La confirmación de la retirada de Steve Nash obliga a un merecido reconocimiento a un jugador de una dimensión extraordinaria al que el paso del tiempo aún reforzará por lo difícil que resulta encontrar un tipo de sus características en el baloncesto actual.

Es probable que con la retirada de Nash (la oficial, porque la real se produjo en el momento que fichó por los Lakers) no sólo se pierda un extraordinario talento sino el propio concepto de la posición de base tal y como se ha venido entendiendo desde hace mucho tiempo. Nash fue el último exponente del base director que dio paso al base-ejecutor, por el camino tenemos varios jugadores que ejercen la transición entre ambos conceptos (como Chris Paul por ejemplo) y los últimos coletazos de jugadores de menor dimensión que Nash pero herederos de su estilo como Prigioni.  Parece claro que hay que acostumbrarse a mirar a los bases de otra manera. La principal diferencia entre ambas ideas radica en qué prioridad tiene la anotación para estos jugadores. Nash tenía capacidad para anotar pero en su mentalidad entraban otras alternativas. Su manera de interpretar el juego “dos contra dos” fue fantástica y favoreció que muchos equipos incluyeran este concepto como base principal de su ideario ofensivo. La diferencia principal entre Nash y los bases de ahora es que el jugador canadiense podría ser decisivo en un encuentro sin la necesidad de destacar en la anotación. Nash anotaba después de buscar asistir, Westbrook, por ejemplo, asiste después de buscar anotar.

Hace mucho tiempo que abandoné el modelo “Nash” como vara de medir el rendimiento de los bases. Da igual como entrenador que como espectador, es un error intentar encajar aspectos en determinados jugadores que van en contra de su naturaleza. Y sí, yo era de aquellos que pensaba que no dice cosas buenas que un base sea de manera recurrente el máximo anotador de su equipo, como también pensaba que siempre los bases deben ser los jugadores exteriores con mejor porcentaje de tiro. Seguro que algo queda de aquello, pero conviene abandonar esa rigidez que impide pensar que un equipo puede funcionar bien sin un verdadero “director” en la posición de base, más que nada porque directores-directores hay más bien poquitos. Al final, el rendimiento lo marcará la toma de decisiones y cómo se adapta a jugar un equipo con un jugador que requiera tener mucho tiempo el balón en las manos.
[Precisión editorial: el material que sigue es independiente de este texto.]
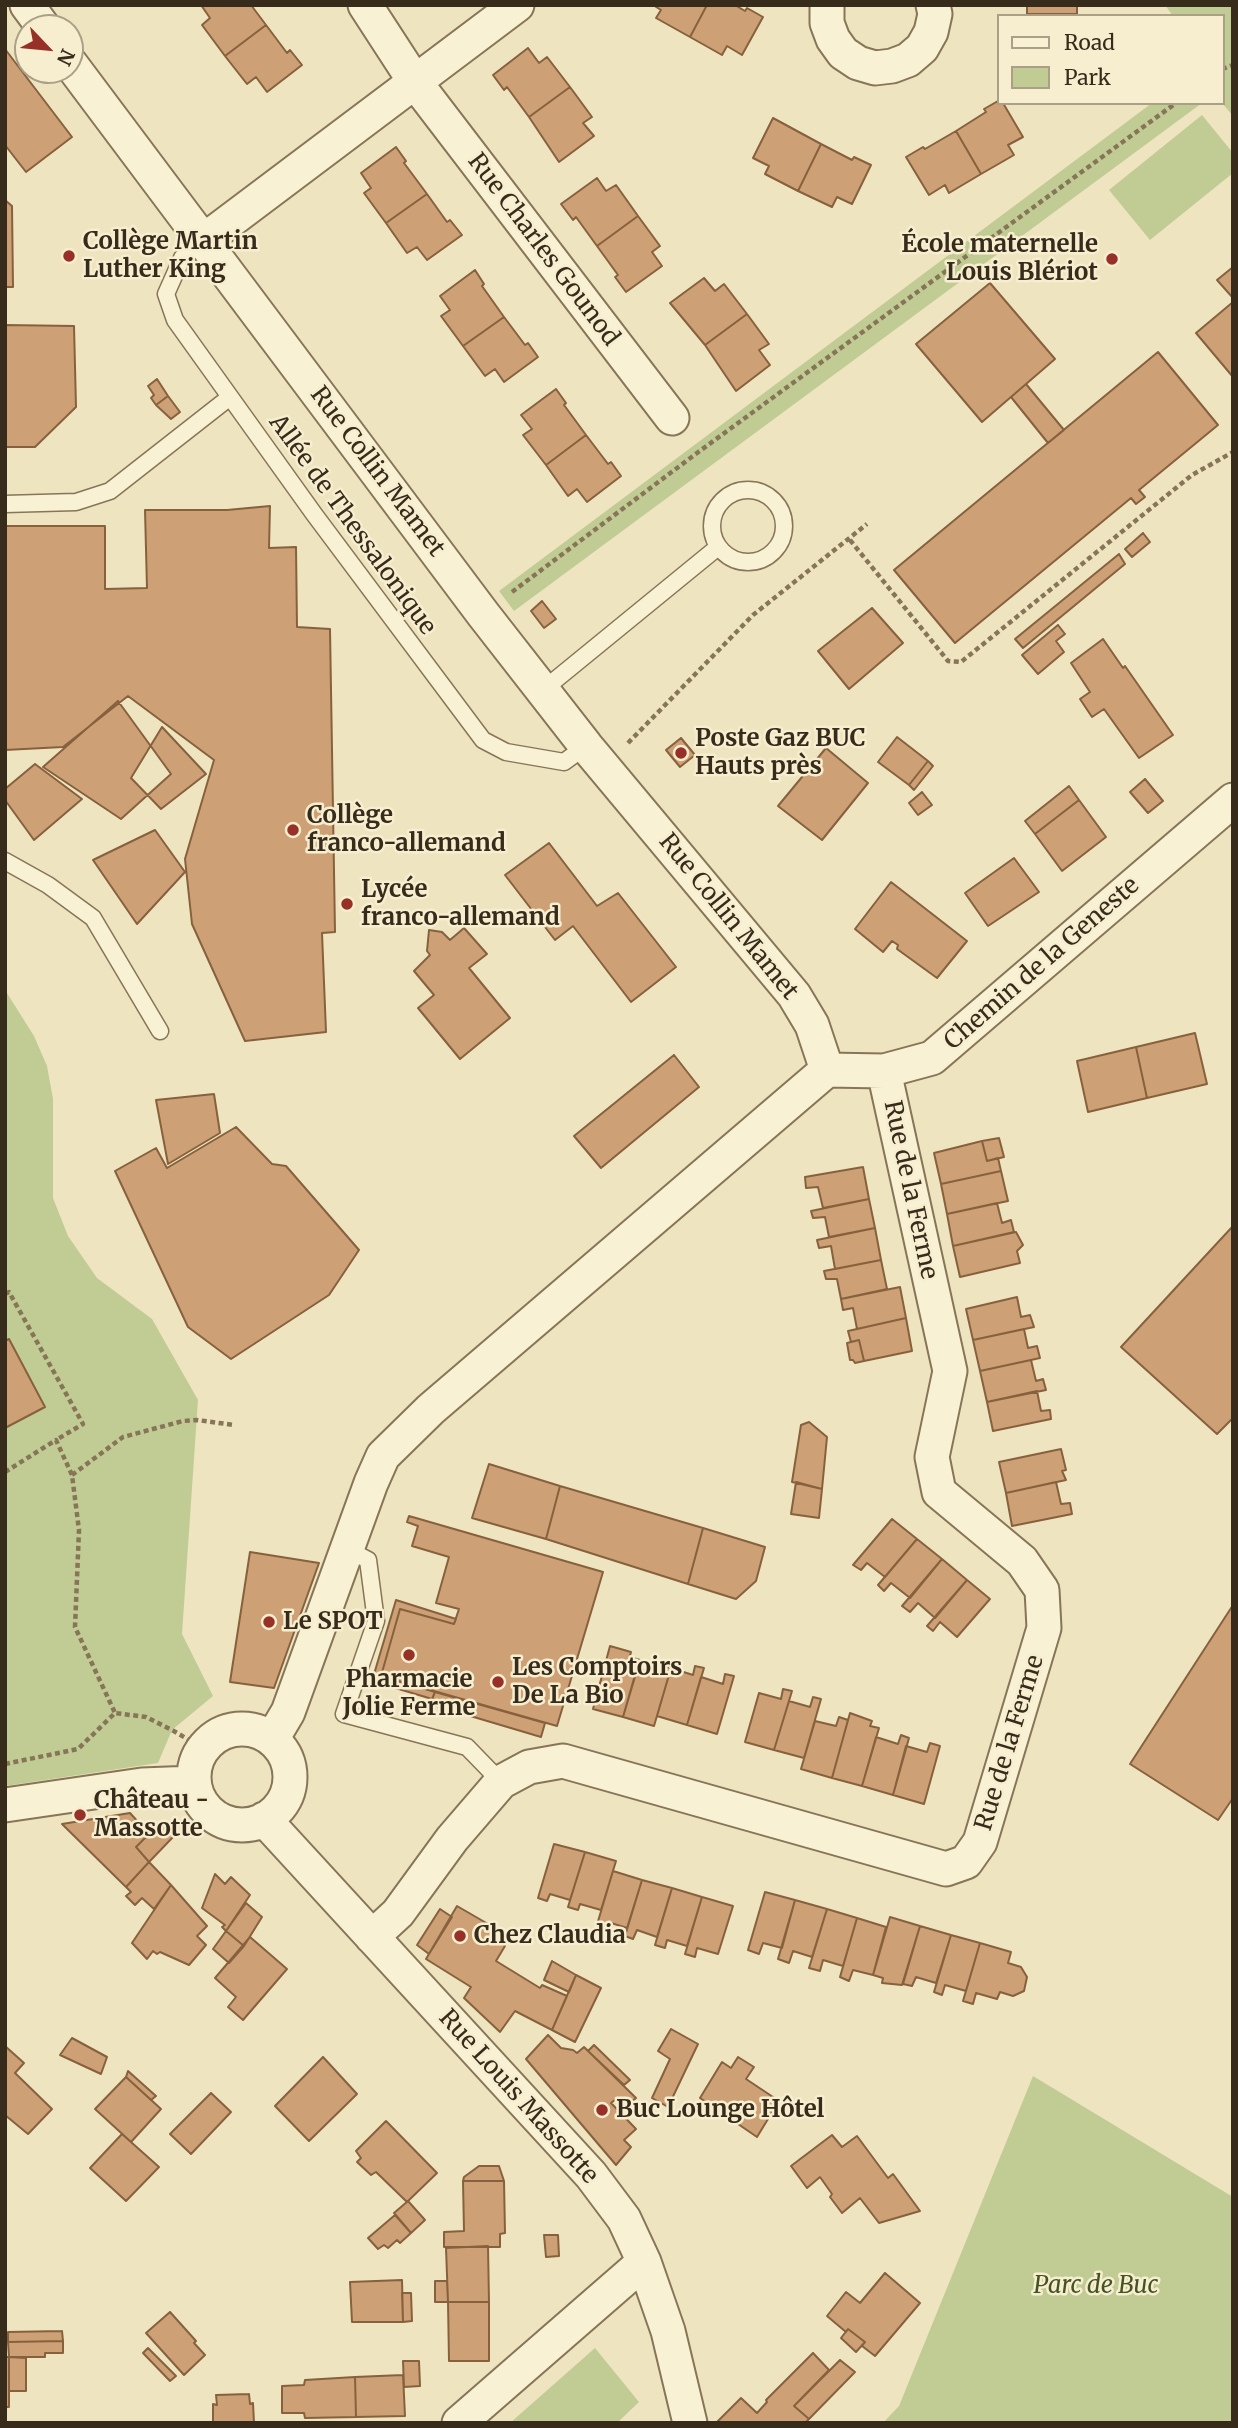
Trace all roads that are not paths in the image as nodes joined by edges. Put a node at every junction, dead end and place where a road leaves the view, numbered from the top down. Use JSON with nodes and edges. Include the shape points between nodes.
{"nodes":[{"id":1,"x":365,"y":5,"type":"edge"},
{"id":2,"x":517,"y":5,"type":"edge"},
{"id":3,"x":827,"y":5,"type":"edge"},
{"id":4,"x":933,"y":5,"type":"edge"},
{"id":5,"x":84,"y":82,"type":"edge"},
{"id":6,"x":415,"y":82,"type":"junction"},
{"id":7,"x":202,"y":242,"type":"junction"},
{"id":8,"x":230,"y":397,"type":"junction"},
{"id":9,"x":672,"y":418,"type":"dead end"},
{"id":10,"x":5,"y":504,"type":"edge"},
{"id":11,"x":718,"y":547,"type":"junction"},
{"id":12,"x":543,"y":690,"type":"junction"},
{"id":13,"x":595,"y":756,"type":"junction"},
{"id":14,"x":1233,"y":800,"type":"edge"},
{"id":15,"x":5,"y":861,"type":"edge"},
{"id":16,"x":160,"y":1031,"type":"dead end"},
{"id":17,"x":827,"y":1070,"type":"junction"},
{"id":18,"x":884,"y":1071,"type":"junction"},
{"id":19,"x":347,"y":1549,"type":"junction"},
{"id":20,"x":272,"y":1740,"type":"junction"},
{"id":21,"x":500,"y":1782,"type":"junction"},
{"id":22,"x":194,"y":1783,"type":"junction"},
{"id":23,"x":5,"y":1805,"type":"edge"},
{"id":24,"x":264,"y":1819,"type":"junction"},
{"id":25,"x":372,"y":1937,"type":"junction"},
{"id":26,"x":643,"y":2262,"type":"junction"},
{"id":27,"x":458,"y":2423,"type":"edge"},
{"id":28,"x":690,"y":2423,"type":"edge"}],
"edges":[{"from":1,"to":6,"type":"street","name":"Rue Charles Gounod"},
{"from":2,"to":6,"type":"street"},
{"from":3,"to":4,"type":"street","via":[[832,39],[843,53],[875,68],[908,60],[922,48],[932,32]]},
{"from":5,"to":7,"type":"street","name":"Rue Collin Mamet"},
{"from":6,"to":7,"type":"street"},
{"from":6,"to":9,"type":"street","name":"Rue Charles Gounod"},
{"from":7,"to":8,"type":"lane","name":"Allée de Thessalonique","via":[[182,258],[166,294],[175,320]]},
{"from":7,"to":12,"type":"street","name":"Rue Collin Mamet"},
{"from":8,"to":10,"type":"lane","via":[[110,491],[76,502]]},
{"from":8,"to":13,"type":"lane","name":"Allée de Thessalonique","via":[[483,740],[506,752],[565,762]]},
{"from":11,"to":11,"type":"lane","via":[[737,561],[761,560],[771,554],[784,534],[781,510],[774,500],[765,493],[741,489],[720,502],[711,523]]},
{"from":11,"to":12,"type":"lane"},
{"from":12,"to":13,"type":"street","name":"Rue Collin Mamet"},
{"from":13,"to":17,"type":"street","name":"Rue Collin Mamet","via":[[794,995],[812,1025]]},
{"from":14,"to":18,"type":"street","name":"Chemin de la Geneste","via":[[932,1058]]},
{"from":15,"to":16,"type":"lane","via":[[93,918]]},
{"from":17,"to":18,"type":"street","name":"Chemin de la Geneste"},
{"from":17,"to":19,"type":"street","via":[[410,1428],[383,1456]]},
{"from":18,"to":21,"type":"street","name":"Rue de la Ferme","via":[[950,1371],[932,1457],[939,1492],[1023,1561],[1042,1590],[1044,1628],[980,1842],[965,1862],[946,1869],[563,1761],[529,1767]]},
{"from":19,"to":20,"type":"street","via":[[288,1712]]},
{"from":19,"to":21,"type":"lane","via":[[368,1560],[376,1621],[344,1714],[467,1747]]},
{"from":20,"to":22,"type":"street","via":[[239,1729],[213,1738],[197,1759]]},
{"from":20,"to":24,"type":"street","via":[[285,1758],[290,1781],[286,1797]]},
{"from":21,"to":25,"type":"street","name":"Rue de la Ferme","via":[[398,1913]]},
{"from":22,"to":23,"type":"street"},
{"from":22,"to":24,"type":"street","via":[[207,1811],[220,1820],[250,1825]]},
{"from":24,"to":25,"type":"street","name":"Rue Louis Massotte"},
{"from":25,"to":26,"type":"street","name":"Rue Louis Massotte","via":[[591,2175],[624,2219]]},
{"from":26,"to":27,"type":"street"},
{"from":26,"to":28,"type":"street","name":"Rue Louis Massotte","via":[[668,2331]]}]}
Pienso mientras escribo estas líneas en un ejemplo cercano que tenemos en la Liga Endesa. Hablo del mejoradísimo Laboral Kutxa de Ibón Navarro. Su pareja de “bases” está formada por Mike James y Darius Adams, ninguno de ellos puede ser catalogado como un gran director de juego y su toma de decisiones es más que cuestionable, diría incluso que representan el límite de Baskonia respecto a la línea que separa un buen equipo de un gran equipo. Uno que tiene cierta simpatía por el club vitoriano reconoce que se ha puesto bastante nervioso con ellos en pista en la resolución de algunos partidos. Dicho esto, ambos jugadores tienen su parte importante de responsabilidad en la mejora de su equipo porque han encontrado un entrenador que no intenta convertirles en un tipo de base que nunca serán sino en ofrecerles los medios para que puedan alcanzar su máximo nivel personal.

La grandeza de lo que ha representado Steve Nash es que a todos los entrenadores les hubiera encantado tanto tener un jugador como él que muchos de ellos no han sabido manejar otro tipo de jugador presos de esa nostalgia.